599 GTO Fun Drive
Volume 48 Issue 2
Jan 22, 2023
Would you like to drive my 599 GTO? Jim gives a resounding sure!
One of the fun things I get to do is drive someone’s Ferrari. Over the years I have driven many different Ferraris and some models I have extensive seat time in multiple cars.
I have not have the chance to experience most of the newer models. I have not driven the 458 Italia, 488 GTB, or even a 550 Maranello.
The 599 was in that category until David Nelson of Akron, Ohio, allowed me the drive his. His was not only a 599 but the GTO version of this model.
With my previous admission I cannot tell you how the standard 599 GTB feels and how much better the GTO version is.
I can describe the experience as an incredible leap forward in technology and performance.
Production of the 599 GTB was started in 2006 and finalized in 2012. It carries a 6.0-liter V-12 engine producing 612 HP.
Aluminum was used for the chassis for the first time eliminating the steel frame previously used for the GT cars. Magnetorheological shock absorbers were introduced and adjustable through a knob on the steering wheel.
0 to 100 km is achieved in 3.7 seconds. All that performance comes in the standard GTB.
The 599 GTO is a road version of the 599XX track car. Its enhanced features include an additional 50 hp.
The F1 transmission features a multiple shift program like the 599XX, and 0 to 100 km time was lowered to 3.3 seconds. Clearly, the 599 GTO is a step above a standard GTB.
Full disclosure, I did not attempt to explore the full capabilities of this animal.

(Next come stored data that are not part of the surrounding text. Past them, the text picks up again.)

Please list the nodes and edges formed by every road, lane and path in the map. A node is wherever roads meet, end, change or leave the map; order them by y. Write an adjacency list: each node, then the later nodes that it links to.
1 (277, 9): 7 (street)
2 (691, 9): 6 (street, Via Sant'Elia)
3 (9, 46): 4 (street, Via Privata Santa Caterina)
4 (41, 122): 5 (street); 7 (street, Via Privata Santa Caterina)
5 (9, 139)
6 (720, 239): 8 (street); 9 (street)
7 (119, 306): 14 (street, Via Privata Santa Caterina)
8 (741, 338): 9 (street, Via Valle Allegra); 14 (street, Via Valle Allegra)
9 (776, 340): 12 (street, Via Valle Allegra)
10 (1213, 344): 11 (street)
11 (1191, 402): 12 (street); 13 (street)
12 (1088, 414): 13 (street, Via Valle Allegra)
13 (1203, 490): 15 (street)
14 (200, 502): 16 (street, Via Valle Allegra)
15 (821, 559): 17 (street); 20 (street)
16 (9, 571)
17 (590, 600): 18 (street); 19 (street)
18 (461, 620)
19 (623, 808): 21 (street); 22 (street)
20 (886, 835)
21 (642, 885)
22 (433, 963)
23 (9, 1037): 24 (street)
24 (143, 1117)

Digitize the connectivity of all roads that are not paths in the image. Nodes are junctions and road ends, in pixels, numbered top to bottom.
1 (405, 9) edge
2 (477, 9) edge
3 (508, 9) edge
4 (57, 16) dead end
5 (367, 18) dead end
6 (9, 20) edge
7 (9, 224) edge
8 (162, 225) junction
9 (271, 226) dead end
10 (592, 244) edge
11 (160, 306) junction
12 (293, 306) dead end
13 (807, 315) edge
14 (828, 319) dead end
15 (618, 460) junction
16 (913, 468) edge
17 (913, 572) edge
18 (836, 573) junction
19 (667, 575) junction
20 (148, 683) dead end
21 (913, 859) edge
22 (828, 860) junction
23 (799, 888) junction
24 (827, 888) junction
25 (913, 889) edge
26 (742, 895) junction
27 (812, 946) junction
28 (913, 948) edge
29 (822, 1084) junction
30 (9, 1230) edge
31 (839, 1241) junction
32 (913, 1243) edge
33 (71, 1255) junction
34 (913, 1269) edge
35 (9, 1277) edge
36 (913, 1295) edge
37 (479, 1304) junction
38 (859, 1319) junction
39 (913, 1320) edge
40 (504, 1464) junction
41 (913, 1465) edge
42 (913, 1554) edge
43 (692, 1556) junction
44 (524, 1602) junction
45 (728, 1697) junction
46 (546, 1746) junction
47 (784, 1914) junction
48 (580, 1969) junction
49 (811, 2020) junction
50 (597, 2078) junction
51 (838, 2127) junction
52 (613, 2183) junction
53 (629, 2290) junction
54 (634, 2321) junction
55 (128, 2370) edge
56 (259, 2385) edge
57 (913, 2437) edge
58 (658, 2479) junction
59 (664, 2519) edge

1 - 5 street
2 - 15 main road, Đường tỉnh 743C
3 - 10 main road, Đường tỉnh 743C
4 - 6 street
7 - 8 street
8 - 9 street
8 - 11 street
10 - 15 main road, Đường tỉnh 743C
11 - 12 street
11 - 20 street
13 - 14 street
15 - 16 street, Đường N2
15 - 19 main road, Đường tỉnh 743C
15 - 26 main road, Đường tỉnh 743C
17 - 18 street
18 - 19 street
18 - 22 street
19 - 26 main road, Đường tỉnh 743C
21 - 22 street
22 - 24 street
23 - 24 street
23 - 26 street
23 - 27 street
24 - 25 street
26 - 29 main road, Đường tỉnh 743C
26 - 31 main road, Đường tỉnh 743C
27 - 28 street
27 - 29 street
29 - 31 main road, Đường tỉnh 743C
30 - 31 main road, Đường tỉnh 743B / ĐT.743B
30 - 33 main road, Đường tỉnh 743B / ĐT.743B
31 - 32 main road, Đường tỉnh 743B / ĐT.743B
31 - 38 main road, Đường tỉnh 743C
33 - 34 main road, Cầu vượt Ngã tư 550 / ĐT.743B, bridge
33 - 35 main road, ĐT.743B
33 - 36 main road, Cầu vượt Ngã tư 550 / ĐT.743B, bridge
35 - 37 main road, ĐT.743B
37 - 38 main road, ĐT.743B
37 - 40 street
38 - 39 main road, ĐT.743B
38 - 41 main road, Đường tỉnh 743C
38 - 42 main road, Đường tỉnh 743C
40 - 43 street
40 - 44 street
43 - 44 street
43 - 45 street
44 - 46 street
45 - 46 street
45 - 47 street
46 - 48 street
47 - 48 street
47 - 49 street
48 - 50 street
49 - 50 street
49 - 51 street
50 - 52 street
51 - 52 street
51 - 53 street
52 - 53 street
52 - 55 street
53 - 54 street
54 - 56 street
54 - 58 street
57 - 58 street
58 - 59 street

I did spend enough time to appreciate how capable this Ferrari is, and what it is capable of.
Today’s mission is lunch in a nearby town. Nelson drives his 275 GTS. I get to drive the GTO.

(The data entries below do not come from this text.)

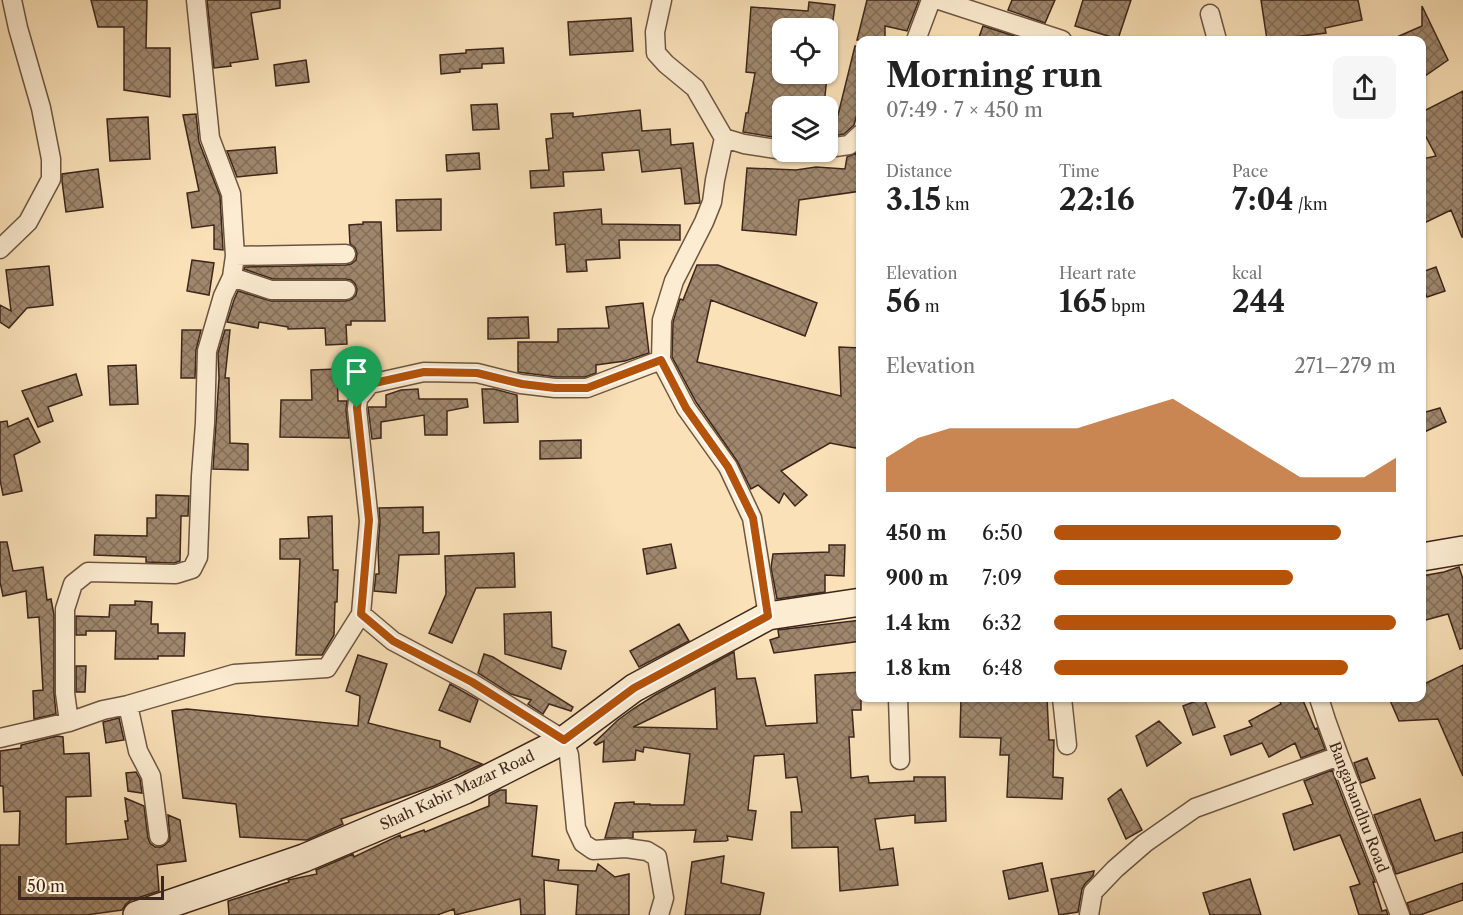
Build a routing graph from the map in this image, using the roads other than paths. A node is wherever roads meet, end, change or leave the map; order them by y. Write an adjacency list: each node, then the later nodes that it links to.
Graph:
1 (12, 0): 14 (street)
2 (196, 0): 16 (street)
3 (662, 0): 10 (street)
4 (932, 0): 7 (street)
5 (939, 0): 8 (street)
6 (1210, 14): 9 (street)
7 (918, 36)
8 (1050, 36)
9 (1216, 36)
10 (724, 138): 13 (street); 19 (street)
11 (856, 139): 12 (street)
12 (838, 147)
13 (772, 148)
14 (0, 249)
15 (346, 254): 16 (street)
16 (235, 256): 17 (street)
17 (232, 277): 18 (street); 29 (street)
18 (346, 290)
19 (661, 360): 23 (street); 24 (street)
20 (1463, 550): 21 (street)
21 (1426, 555)
22 (856, 603): 24 (street, Shah Kabir Mazar Road)
23 (361, 614): 28 (street); 31 (street)
24 (768, 616): 31 (street, Shah Kabir Mazar Road)
25 (898, 702): 34 (street)
26 (1062, 702): 32 (street)
27 (1320, 702): 33 (street, Bangabandhu Road)
28 (128, 705): 29 (street); 35 (street)
29 (69, 723): 30 (street)
30 (0, 738)
31 (564, 740): 36 (street, Shah Kabir Mazar Road); 37 (street)
32 (1067, 745)
33 (1340, 756): 38 (street); 39 (street, Bangabandhu Road)
34 (900, 760)
35 (159, 836)
36 (137, 915)
37 (659, 915)
38 (1089, 915)
39 (1400, 915)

It is Bianco Avus with Bordeaux Alcantara interior. It has a long list of other features, but the most striking feature is the red carbon fiber accents.
Whether on the inside or on the outside, the red carbon fiber glistens in the sun sending a warm glow everywhere it is seen.
I settle into the deep seat and nestle into the firm side bolsters without any adjustments, except for running the seat as far back as it will go; one of the downsides of being tall. The cockpit feels absolutely perfect.
My 6-foot, 2-inch frame is comfortable. Gauges are visible and switches fall within reach. I’ve never sat in a 599 before and it feels like it was made just for me.
I don’t own any modern cars; if it doesn’t have 100,000 miles and is less than twenty years old, it’s a new car to me. I need a quick tutorial to start and shift this machine.
Turn the key and push the ‘Start’ button. The engine fires up and idles smoothly. This is going to be fun.
It takes me several miles to get the hang of paddle shifting, but the Ferrari handles my clumsiness without complaint.
It will not upshift without being prompted but the engine and tach communicate when needed. Down shifting will occur automatically coming to a stop.
If consciously downshifting the transmission reacts quickly and positively I feel certain with some practice it could be incredibly fun on the track.
We drive through the backroads of Ohio with some nice twisty sections and had a bit of freeway for high-speed testing.
The Ferrari gets high marks in my book for power, handling, and braking. The engine is very flexible with the ability to put power down when needed.
The brakes give a high degree of confidence whether at low speed or high speed stopping, and the handling is smooth and predictable. Overall, it is a fantastic experience.
Since I’ve driven the 599 GTO I hope I won’t be disappointed when I get to enjoy a standard 599 GTB!